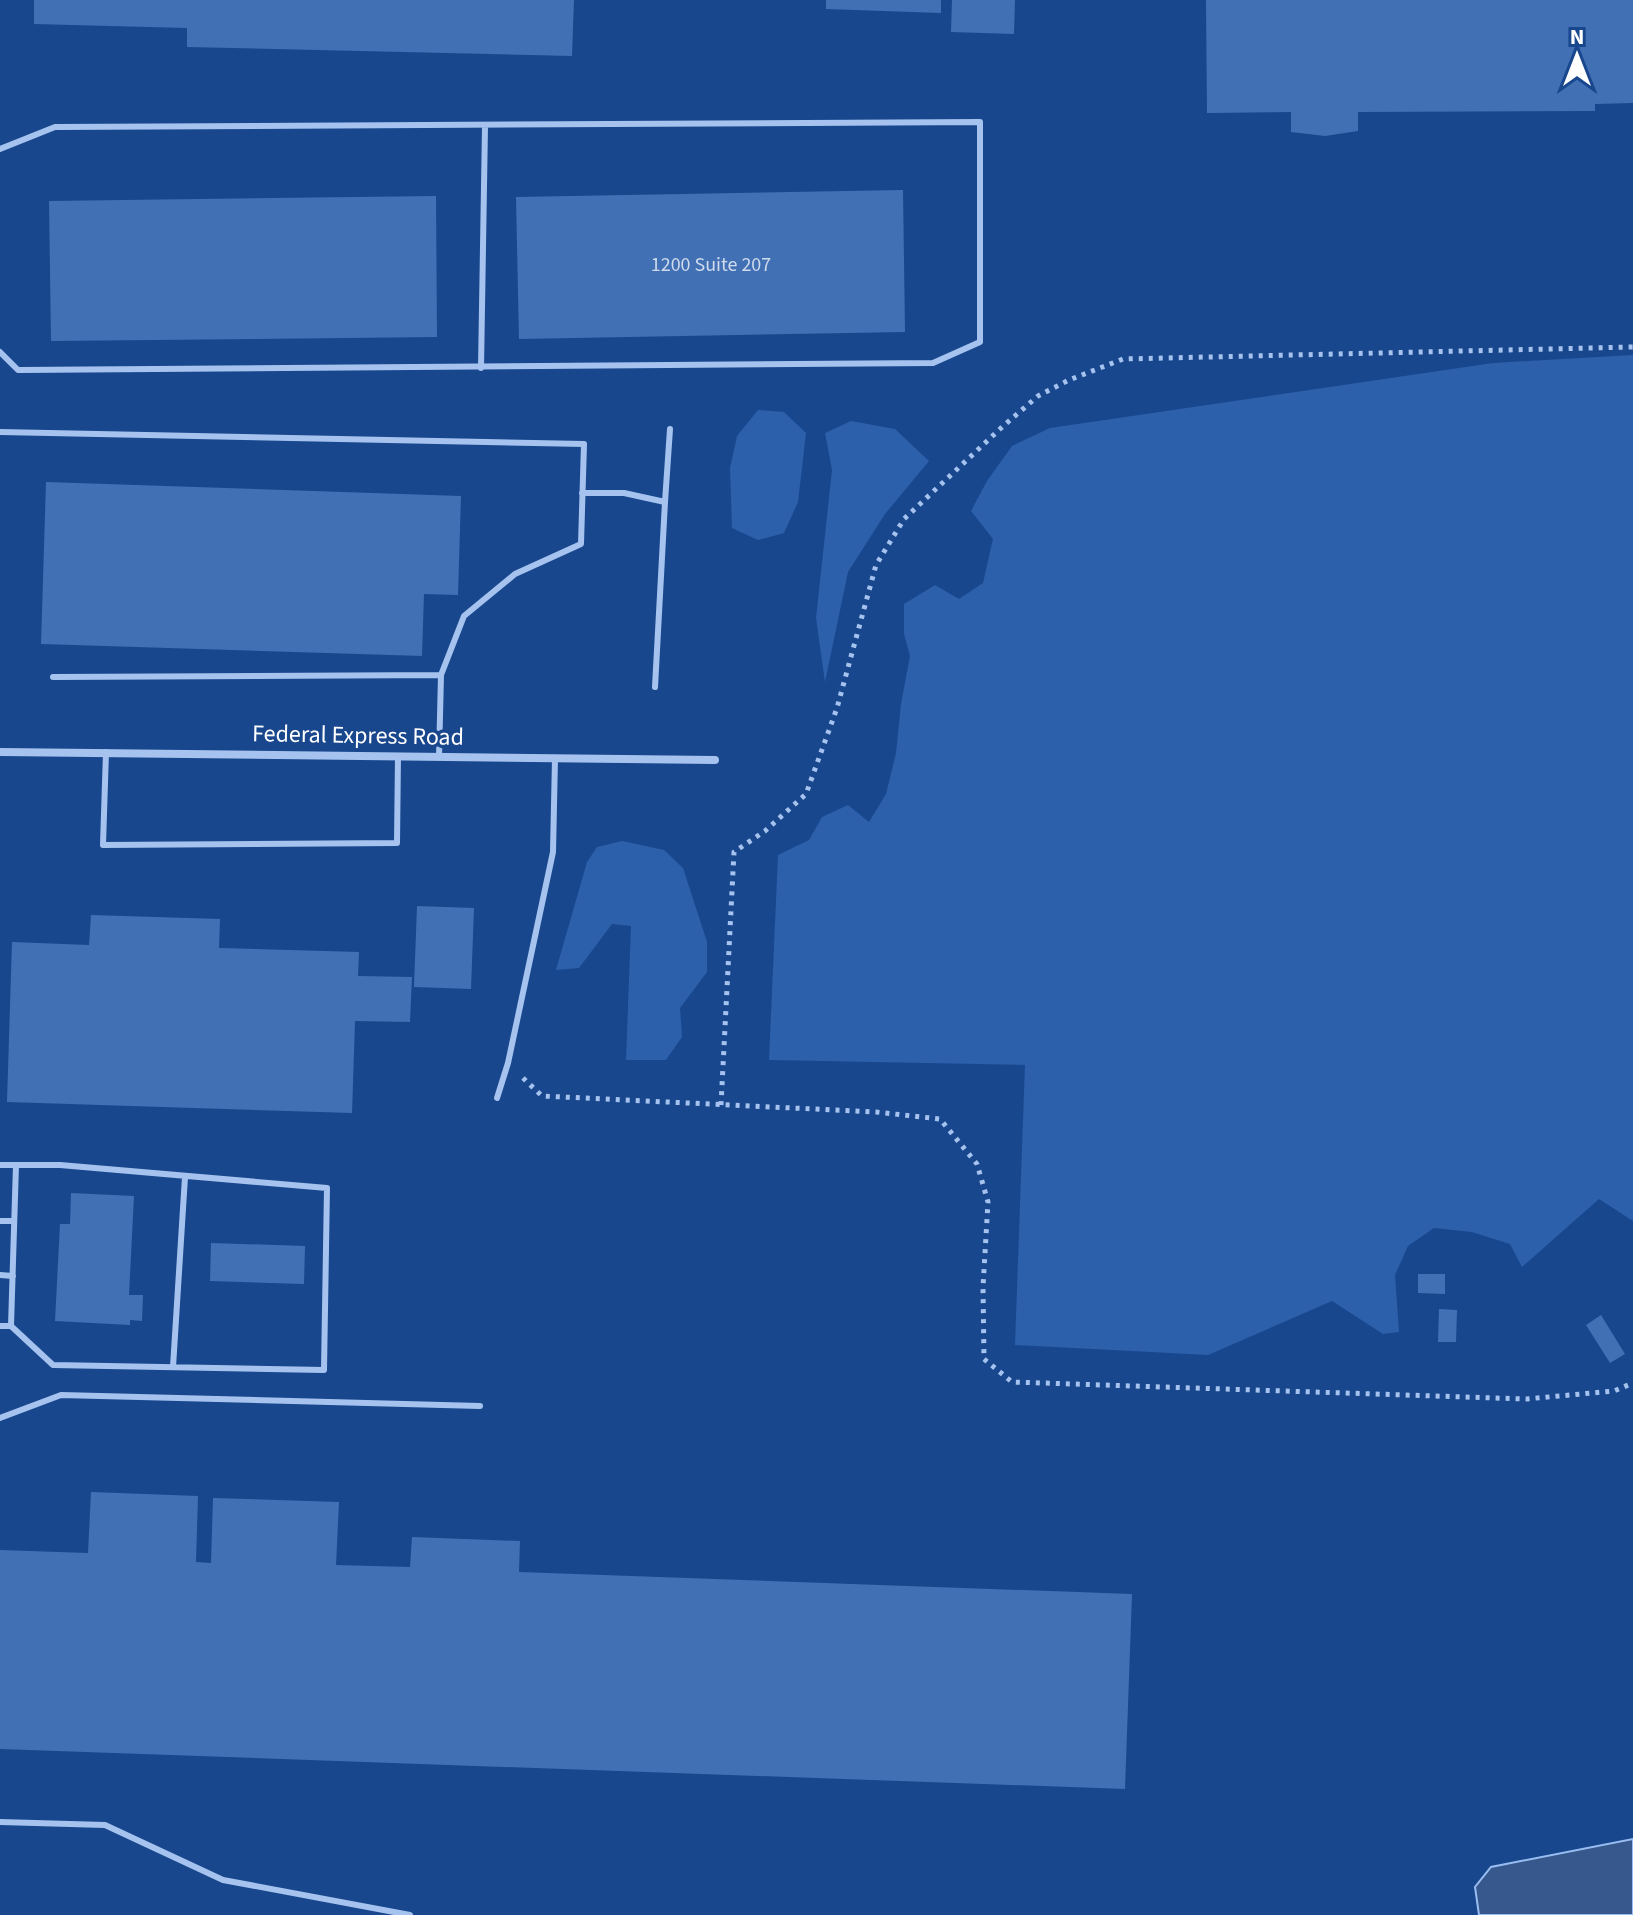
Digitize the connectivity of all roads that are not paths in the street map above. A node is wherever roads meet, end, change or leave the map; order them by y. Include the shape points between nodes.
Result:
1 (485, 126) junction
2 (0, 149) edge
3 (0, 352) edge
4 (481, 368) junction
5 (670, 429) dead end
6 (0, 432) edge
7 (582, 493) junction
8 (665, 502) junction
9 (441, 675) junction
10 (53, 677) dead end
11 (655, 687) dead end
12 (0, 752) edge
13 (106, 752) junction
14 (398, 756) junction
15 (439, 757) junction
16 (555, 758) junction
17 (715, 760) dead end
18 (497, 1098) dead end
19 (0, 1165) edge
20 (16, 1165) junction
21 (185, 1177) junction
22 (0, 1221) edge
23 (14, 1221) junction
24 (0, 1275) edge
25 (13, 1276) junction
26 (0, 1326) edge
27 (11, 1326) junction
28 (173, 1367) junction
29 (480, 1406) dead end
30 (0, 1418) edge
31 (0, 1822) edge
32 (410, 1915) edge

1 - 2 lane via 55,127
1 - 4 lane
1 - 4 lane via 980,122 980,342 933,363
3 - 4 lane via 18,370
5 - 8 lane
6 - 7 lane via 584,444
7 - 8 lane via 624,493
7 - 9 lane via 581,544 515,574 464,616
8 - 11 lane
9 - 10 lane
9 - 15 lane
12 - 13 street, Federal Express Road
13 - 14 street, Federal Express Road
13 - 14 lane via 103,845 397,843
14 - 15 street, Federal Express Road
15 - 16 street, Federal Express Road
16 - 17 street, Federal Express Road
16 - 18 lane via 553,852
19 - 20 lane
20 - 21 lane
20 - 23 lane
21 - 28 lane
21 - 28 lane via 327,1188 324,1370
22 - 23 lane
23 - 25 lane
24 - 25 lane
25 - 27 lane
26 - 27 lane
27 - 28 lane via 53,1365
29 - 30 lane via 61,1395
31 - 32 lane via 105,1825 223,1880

==============================

■ About this exercise:
Every line containing the string "dead" is required; copy each such line from the data.

■ Finished exercise:
5 (670, 429) dead end
10 (53, 677) dead end
11 (655, 687) dead end
17 (715, 760) dead end
18 (497, 1098) dead end
29 (480, 1406) dead end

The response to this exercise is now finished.